Fake news:
I spent 10 years as a journalist in the US and China and wrote hundreds of stories in major websites and magazines. People wonder how fake information spreads. Here's how it really happens.
I never wrote anything I knew was false. Very few journalists do. But I'm familiar with the incentives and dynamics that allow falsehoods to propagate. They exploit weaknesses in human thinking that are as old as our species.
Allow me to share a story that showcases the conditions in which fake narratives successfully evolve and propagate.
1. The narrative is irresistible. If people want a falsehood to be true, it doesn’t matter whether or not it is true.
Nearly 200 years ago, the New York Sun announced breaking news: life was discovered on the moon. People had been speculating about this for years. The world exploded. Almost overnight, the Sun became the most-read paper in the world.
The 1835 "Great Moon" hoax credited the discovery of lunar life to famed astronomer Sir John Herschel, son of William Herschel, discoverer of infrared radiation and the planet Uranus. It was cited to a scientific journal in Edinburgh. (All false.)
3. It is detailed & voluminous. People assume that falsehoods don’t travel in packs. One lie is easy to spot. But a whole swarm of highly detailed lies overwhelms skepticism. The truth is often patchy and uncertain.
In one week, the New York Sun ran six articles on the moon-life discovery. It totaled over 20,000 words and included illustrations and editorial notes. Today it would be called a "deep dive" or a "multimedia longform investigation." The kind of work that wins prizes.
4. The narrative is difficult or impossible to verify yourself. Falsehoods thrive when readers cannot test facts against their experience or senses.
The Great Moon hoax attributed its facts to a telescope with a 7-ton lens located in the Cape of Good Hope. No reader could look at the Moon and expect to see the Biped Beaver and Vespertilio-Homo (flying man bat) with the naked eye.
5. The economic incentives favor sensationalism. If a writer needs viral stories to make money, expect more viral stories. If reality doesn't produce enough, invent some.
The Great Moon Hoax was schemed up by Richard Adams Locke, a descendent of philosopher John Locke. His newspaper was a struggling startup with 8,000 readers. During the hoax, it became the top-selling paper in the world, with nearly 20,000 readers. Ad space sold out.
6. The response is explosive. Once falsehood goes viral, the truth of the original report often ceases to matter. What matters is the buzz & conversation around it. People no longer care whether it's true.

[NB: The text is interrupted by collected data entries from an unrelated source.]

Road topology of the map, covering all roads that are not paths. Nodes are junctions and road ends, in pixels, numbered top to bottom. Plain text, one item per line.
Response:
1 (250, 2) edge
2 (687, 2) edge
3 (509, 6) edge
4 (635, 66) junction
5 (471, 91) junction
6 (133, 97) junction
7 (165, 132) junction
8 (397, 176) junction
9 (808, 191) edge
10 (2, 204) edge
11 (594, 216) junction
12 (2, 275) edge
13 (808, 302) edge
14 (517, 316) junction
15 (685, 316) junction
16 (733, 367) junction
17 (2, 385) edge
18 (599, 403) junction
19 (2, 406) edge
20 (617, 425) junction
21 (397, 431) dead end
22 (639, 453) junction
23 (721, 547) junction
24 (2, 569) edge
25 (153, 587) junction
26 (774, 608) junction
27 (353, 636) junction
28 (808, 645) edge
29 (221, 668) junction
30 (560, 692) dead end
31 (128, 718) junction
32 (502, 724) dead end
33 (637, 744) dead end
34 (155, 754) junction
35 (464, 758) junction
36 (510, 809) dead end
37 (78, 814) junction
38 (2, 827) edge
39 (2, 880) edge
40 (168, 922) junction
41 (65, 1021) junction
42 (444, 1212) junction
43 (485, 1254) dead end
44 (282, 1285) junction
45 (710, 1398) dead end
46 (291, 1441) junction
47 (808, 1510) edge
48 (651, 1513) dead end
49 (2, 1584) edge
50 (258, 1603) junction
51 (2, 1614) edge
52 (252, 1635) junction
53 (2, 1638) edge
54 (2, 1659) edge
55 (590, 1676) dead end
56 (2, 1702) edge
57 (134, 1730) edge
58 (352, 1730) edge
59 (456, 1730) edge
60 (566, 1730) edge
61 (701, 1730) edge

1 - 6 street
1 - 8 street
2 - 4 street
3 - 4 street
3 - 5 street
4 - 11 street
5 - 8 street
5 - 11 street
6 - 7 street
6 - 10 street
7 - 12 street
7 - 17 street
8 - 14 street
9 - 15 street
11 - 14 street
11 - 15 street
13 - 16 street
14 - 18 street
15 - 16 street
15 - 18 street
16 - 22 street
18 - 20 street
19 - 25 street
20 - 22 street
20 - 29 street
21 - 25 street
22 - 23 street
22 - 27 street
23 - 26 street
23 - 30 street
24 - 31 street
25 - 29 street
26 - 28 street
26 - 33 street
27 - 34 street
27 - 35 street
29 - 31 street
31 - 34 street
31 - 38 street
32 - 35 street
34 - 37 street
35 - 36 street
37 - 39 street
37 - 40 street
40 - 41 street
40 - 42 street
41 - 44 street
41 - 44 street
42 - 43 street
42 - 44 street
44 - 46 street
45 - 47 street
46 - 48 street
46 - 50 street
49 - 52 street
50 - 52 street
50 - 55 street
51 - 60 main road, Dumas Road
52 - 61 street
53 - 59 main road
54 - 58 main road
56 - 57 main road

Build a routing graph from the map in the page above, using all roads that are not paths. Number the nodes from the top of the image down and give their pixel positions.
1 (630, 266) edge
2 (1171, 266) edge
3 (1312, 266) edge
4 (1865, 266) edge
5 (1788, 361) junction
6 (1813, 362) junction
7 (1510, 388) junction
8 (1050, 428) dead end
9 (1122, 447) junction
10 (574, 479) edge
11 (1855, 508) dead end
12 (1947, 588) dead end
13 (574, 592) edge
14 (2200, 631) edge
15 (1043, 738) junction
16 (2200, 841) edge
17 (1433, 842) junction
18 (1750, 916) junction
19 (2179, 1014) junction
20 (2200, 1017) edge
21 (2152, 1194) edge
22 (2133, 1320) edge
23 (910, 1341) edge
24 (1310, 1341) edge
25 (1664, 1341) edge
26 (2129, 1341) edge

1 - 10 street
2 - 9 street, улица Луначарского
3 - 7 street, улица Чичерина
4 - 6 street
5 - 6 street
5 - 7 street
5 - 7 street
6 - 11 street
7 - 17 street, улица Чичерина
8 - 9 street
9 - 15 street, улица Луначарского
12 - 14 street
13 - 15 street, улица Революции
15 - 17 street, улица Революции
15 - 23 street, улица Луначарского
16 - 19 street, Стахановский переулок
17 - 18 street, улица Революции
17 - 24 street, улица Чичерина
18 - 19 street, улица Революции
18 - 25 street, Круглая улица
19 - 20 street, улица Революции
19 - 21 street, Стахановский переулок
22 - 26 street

The Great Moon Hoax reports went global. Newspapers in Italy, France, and England ran their own versions of the news. Suddenly there were new images of the moon creatures. New descriptions of them. Moon life was great for business.

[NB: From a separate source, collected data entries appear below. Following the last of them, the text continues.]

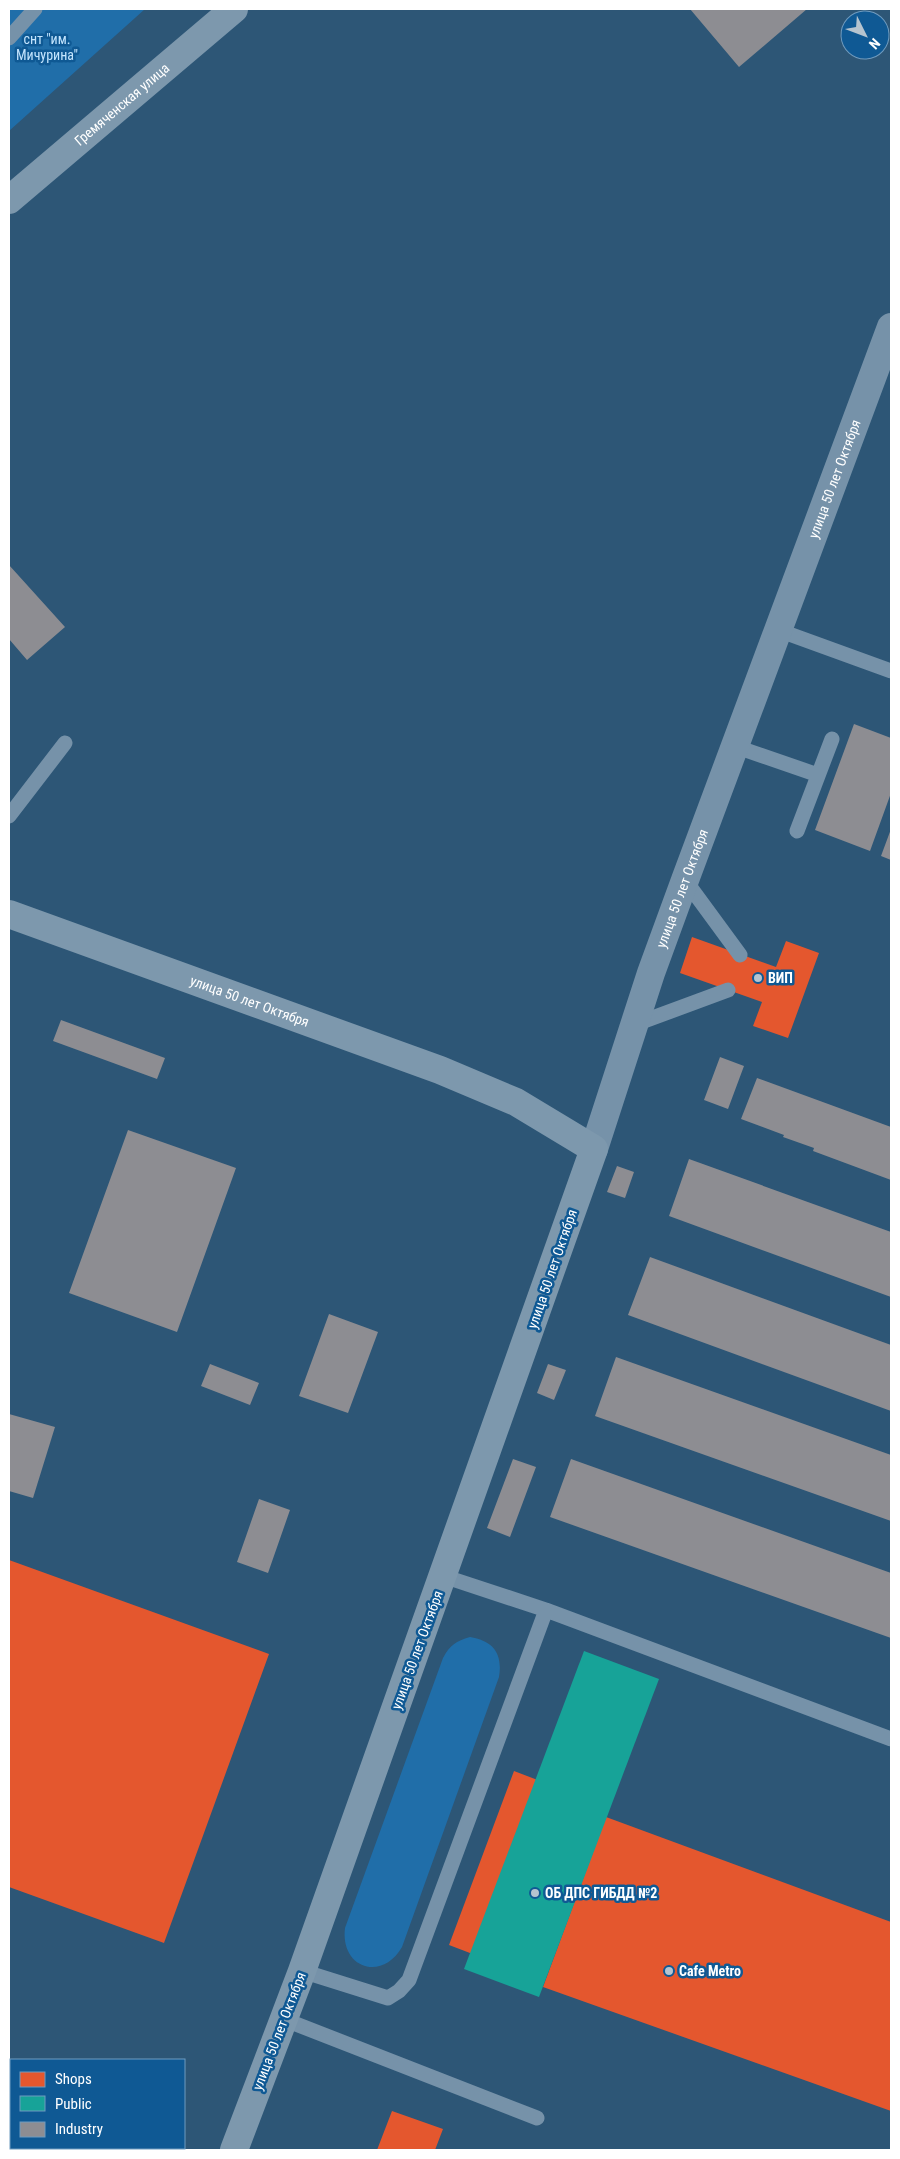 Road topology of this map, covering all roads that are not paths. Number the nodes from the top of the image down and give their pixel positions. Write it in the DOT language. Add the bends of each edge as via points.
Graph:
graph roads {
  1 [pos="35,9"];
  2 [pos="234,9"];
  3 [pos="9,38"];
  4 [pos="9,200"];
  5 [pos="891,327"];
  6 [pos="778,630"];
  7 [pos="891,671"];
  8 [pos="832,739"];
  9 [pos="65,743"];
  10 [pos="734,746"];
  11 [pos="818,775"];
  12 [pos="9,816"];
  13 [pos="797,831"];
  14 [pos="684,880"];
  15 [pos="9,914"];
  16 [pos="740,954"];
  17 [pos="728,990"];
  18 [pos="636,1024"];
  19 [pos="594,1149"];
  20 [pos="443,1576"];
  21 [pos="546,1610"];
  22 [pos="891,1738"];
  23 [pos="302,1971"];
  24 [pos="283,2019"];
  25 [pos="537,2118"];
  26 [pos="234,2150"];
  1 -- 3 [label="lane"];
  2 -- 4 [label="street, Гремяченская улица"];
  5 -- 6 [label="street, улица 50 лет Октября"];
  6 -- 7 [label="lane"];
  6 -- 10 [label="street, улица 50 лет Октября"];
  8 -- 11 [label="lane"];
  9 -- 12 [label="lane"];
  10 -- 11 [label="lane"];
  10 -- 14 [label="street, улица 50 лет Октября"];
  11 -- 13 [label="lane"];
  14 -- 16 [label="lane"];
  14 -- 18 [label="street, улица 50 лет Октября"];
  15 -- 19 [label="street, улица 50 лет Октября" via="440,1070 516,1102"];
  17 -- 18 [label="lane"];
  18 -- 19 [label="street, улица 50 лет Октября"];
  19 -- 20 [label="street, улица 50 лет Октября"];
  20 -- 21 [label="lane"];
  20 -- 23 [label="street, улица 50 лет Октября"];
  21 -- 22 [label="lane"];
  21 -- 23 [label="lane" via="409,1980 388,1998"];
  23 -- 24 [label="street, улица 50 лет Октября"];
  24 -- 25 [label="lane"];
  24 -- 26 [label="street, улица 50 лет Октября"];
} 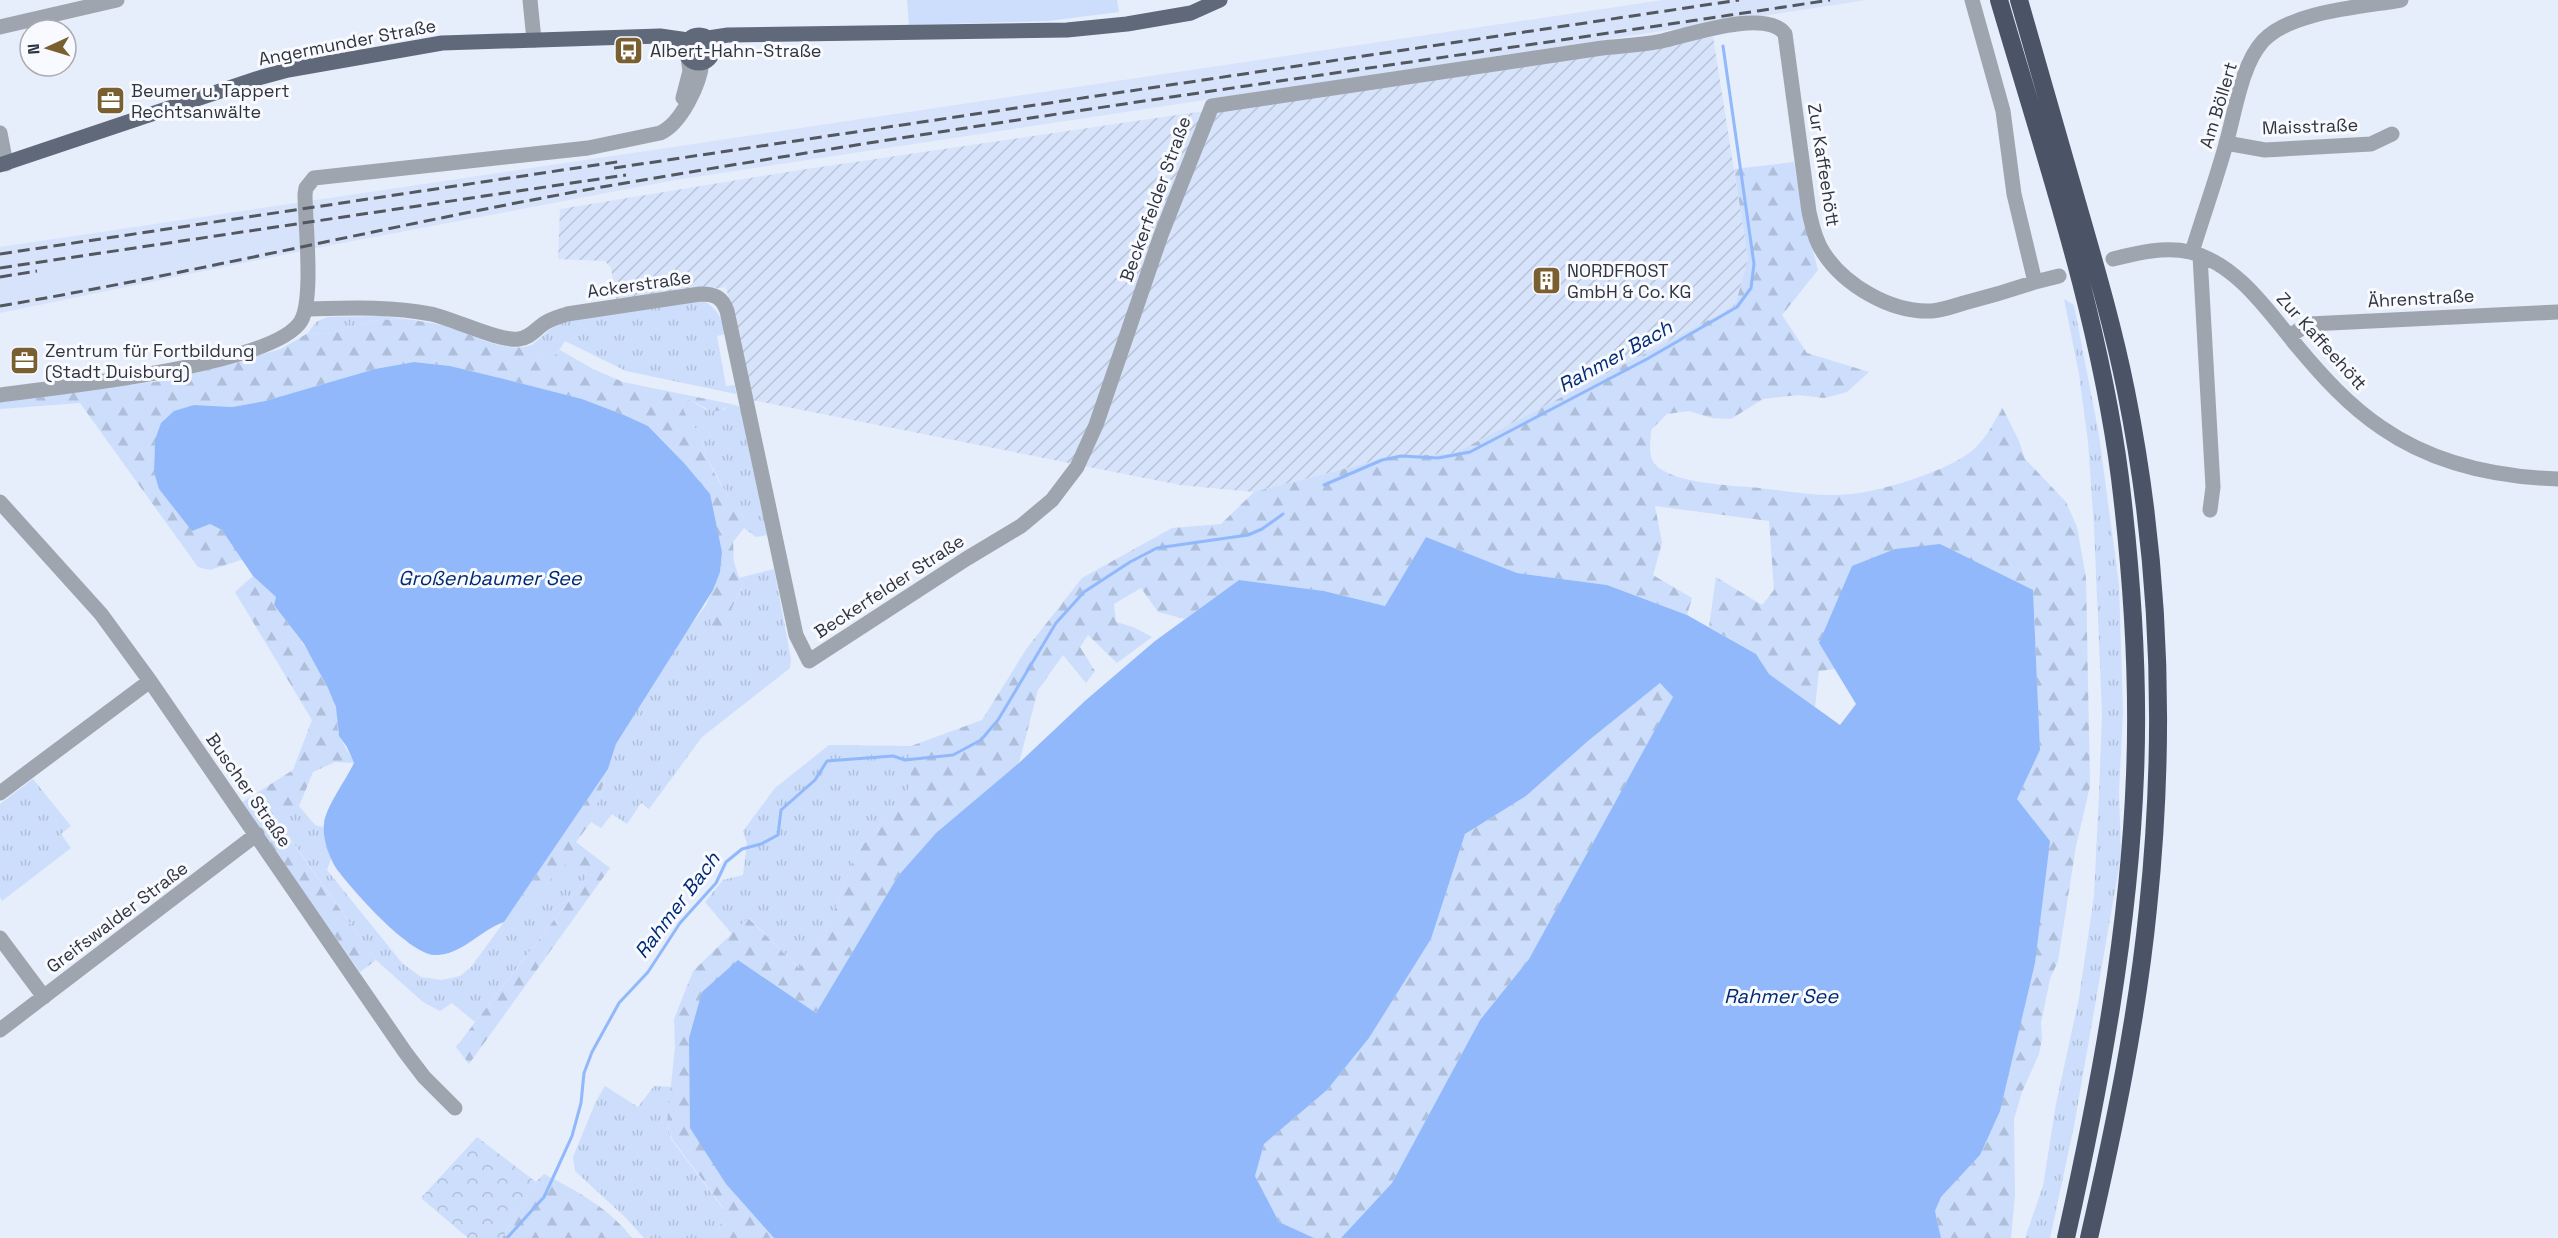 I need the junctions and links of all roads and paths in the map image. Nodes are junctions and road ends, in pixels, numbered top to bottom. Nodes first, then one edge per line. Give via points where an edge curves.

7. Don't expect a correction. Locke, the hoaxer, became famous. The New York Sun blamed Europeans for the mistake and sold 60,000 more copies. It never admitted the hoax. In 2010, the 175th anniversary, the Sun joked it was still exploring the existence of lunar man-bats.
Falsehoods that travel come from a variety of sources. Rarely does a mastermind like Locke commit conscious fraud. There doesn't have to be. Our selective perception does the work for us.